Don't agree with pointless tat though. Lots of people are too lazy to put any thought into what people really want . (HINT: It's not a goat!)

MerryXmasMrsHenry · 20/12/2009 15:42

This thread just goes to show how utterly obsessed with stuff we are in the West. I hope the OP and others who say she's NBU realise how bloody lucky we are to even be in a position to debate this issue.

I would far, far rather have someone buy a gift that's going to be useful to someone else who has NOTHING, than to be bought yet more crap that I don't like or need or want, just because some relative who doesn't know me or my tastes very well feels compelled to buy me something, anything, just because it's Xmas.
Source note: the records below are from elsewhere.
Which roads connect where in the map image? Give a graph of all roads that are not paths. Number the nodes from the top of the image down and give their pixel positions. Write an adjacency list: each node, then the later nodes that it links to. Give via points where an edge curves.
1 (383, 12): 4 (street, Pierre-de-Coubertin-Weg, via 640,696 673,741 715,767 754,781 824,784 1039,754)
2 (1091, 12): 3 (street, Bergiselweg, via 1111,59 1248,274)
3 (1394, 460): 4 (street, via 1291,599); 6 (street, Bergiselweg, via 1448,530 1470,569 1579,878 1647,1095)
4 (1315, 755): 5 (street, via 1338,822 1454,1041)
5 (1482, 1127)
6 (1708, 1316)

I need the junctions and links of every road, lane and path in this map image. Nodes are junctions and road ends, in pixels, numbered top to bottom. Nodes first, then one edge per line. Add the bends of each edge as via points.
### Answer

So yes, YAB extremely U and self-centred.

LilyBolero · 20/12/2009 15:51

I don't think it is at all being 'obssessed by stuff' tbh. I would be really happy with a gift of 'an evening's babysitting' or the 'promise of a walk in the country'. Presents don't have to be 'stuff'.

The point about a charity gift, as has been made many times on this thread, is that they are bought by people to make THEMSELVES feel good. They're not about the people they've bought them for. They're about buying YOURSELF a warm feeling about 'doing good' when in fact you've simply donated someone else's present. Very generous.
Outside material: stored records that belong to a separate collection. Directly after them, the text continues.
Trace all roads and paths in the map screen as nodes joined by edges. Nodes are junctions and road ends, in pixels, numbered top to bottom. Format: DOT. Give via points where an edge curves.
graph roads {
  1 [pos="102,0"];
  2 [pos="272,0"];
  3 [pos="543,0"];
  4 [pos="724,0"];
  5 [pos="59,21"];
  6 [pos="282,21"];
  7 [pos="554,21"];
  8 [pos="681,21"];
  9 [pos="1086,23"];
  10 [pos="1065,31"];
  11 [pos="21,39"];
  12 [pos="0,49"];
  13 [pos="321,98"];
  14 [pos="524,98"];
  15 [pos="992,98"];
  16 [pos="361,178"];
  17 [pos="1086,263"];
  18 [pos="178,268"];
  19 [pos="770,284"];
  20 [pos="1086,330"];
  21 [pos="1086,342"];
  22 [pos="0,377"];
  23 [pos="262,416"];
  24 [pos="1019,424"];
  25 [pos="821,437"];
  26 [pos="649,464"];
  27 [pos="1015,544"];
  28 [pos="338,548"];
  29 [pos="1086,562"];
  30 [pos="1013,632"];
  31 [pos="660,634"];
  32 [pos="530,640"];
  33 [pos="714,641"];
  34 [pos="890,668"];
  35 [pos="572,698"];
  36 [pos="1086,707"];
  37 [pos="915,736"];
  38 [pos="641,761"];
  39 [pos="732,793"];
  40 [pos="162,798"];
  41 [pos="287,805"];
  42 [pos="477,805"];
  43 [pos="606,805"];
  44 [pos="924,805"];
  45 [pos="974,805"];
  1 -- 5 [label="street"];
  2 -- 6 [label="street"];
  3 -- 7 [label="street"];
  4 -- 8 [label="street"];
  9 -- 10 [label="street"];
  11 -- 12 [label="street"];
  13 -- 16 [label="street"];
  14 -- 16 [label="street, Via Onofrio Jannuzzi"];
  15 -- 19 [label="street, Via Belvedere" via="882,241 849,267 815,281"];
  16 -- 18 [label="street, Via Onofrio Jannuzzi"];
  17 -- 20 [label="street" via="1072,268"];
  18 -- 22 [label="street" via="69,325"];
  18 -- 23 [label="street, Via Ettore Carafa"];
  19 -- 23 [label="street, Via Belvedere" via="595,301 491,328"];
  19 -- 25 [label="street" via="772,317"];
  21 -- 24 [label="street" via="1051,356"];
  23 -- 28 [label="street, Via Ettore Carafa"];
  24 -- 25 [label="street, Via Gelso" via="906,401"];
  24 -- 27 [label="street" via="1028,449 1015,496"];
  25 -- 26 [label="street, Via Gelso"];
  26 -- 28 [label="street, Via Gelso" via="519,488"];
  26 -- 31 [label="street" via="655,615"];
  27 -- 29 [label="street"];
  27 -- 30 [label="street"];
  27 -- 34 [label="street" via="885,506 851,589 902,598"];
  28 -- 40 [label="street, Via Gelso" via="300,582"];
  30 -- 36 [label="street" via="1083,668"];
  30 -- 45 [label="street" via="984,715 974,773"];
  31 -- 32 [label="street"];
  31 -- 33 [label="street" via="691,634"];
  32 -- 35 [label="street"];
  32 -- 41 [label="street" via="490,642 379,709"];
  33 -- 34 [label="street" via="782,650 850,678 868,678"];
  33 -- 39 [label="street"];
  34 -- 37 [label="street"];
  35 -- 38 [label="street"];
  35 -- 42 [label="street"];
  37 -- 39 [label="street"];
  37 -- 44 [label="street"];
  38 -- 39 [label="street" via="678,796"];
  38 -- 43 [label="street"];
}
JACKIEwrappingPAPER · 20/12/2009 15:53

our bosses at work did this. instead of sending the staff a christmas card they bought a goat. can't help but think that's a bit of a cop out really, why didn't they send charity christmas cards. buying your staff a goat is hardly a way of saying thanks for all the hard work you've done this year is it?

bah humbug.

GreensElves · 20/12/2009 15:55

I sent one to an old mate of my dad's once who was having a big 70th birthday bash which I couldn't make it to

message "one old goat to another"

but wouldn't generally do them, I think it's a bit cringeworthy

my reaction to being bought one would depend very much on who bought it - from some friends it would make me smile and think "cool", and others I would roll my eyes and think" yeah, yeah"

it depends on the intent, I think

certainly wouldn't grieve for the gift that could have been

Twinkleandpearls · 20/12/2009 16:26

But lily if you give them to someone who wants them you both get that good feeling and someone benefits. Win win then

LilyBolero · 20/12/2009 16:36

Twinkle, absolutely, I said further down the thread that it's great if people ask for people to give them a goat. Isn't usually the way it works though.

I don't expect ANYONE to get me a gift. At all. For example, I know for a fact that dh hasn't this year, so I won't have any gifts on Christmas Day. That's fine. I'll be just as happy watching the kids and dh open theirs, as long as we all have a nice day together.

But, giving someone a gift that isn't really a gift is weird. Like inviting someone round for a meal, but then giving it to someone else. You'd prefer not to be invited in the first place I guess.

I think I look at it more from the point of view of the giver than the receiver - I wouldn't want to give such a gift, as I think it is a cop out, is an easy way of 'ticking off the names on the Christmas list' without giving it much thought (can do a job lot online), and feeling all good about yourself. Which is why I would buy (as I've said all along) fairtrade gifts, which benefit the receiver and the villages that have made them. Last year I gave lots of my female friends/relations beautiful beaded scarves a bit like this which they loved, wore immediately, and frequently since, and benefited the small local business that stocks them (and is a totally fairtrade business) AND the village from where they are sourced.

This year I have bought some recycled and fairtrade bowls from Shared Earth (again a totally fairtrade shop), that are beautiful, and fairtrade chocolates, fairtrade wine etc.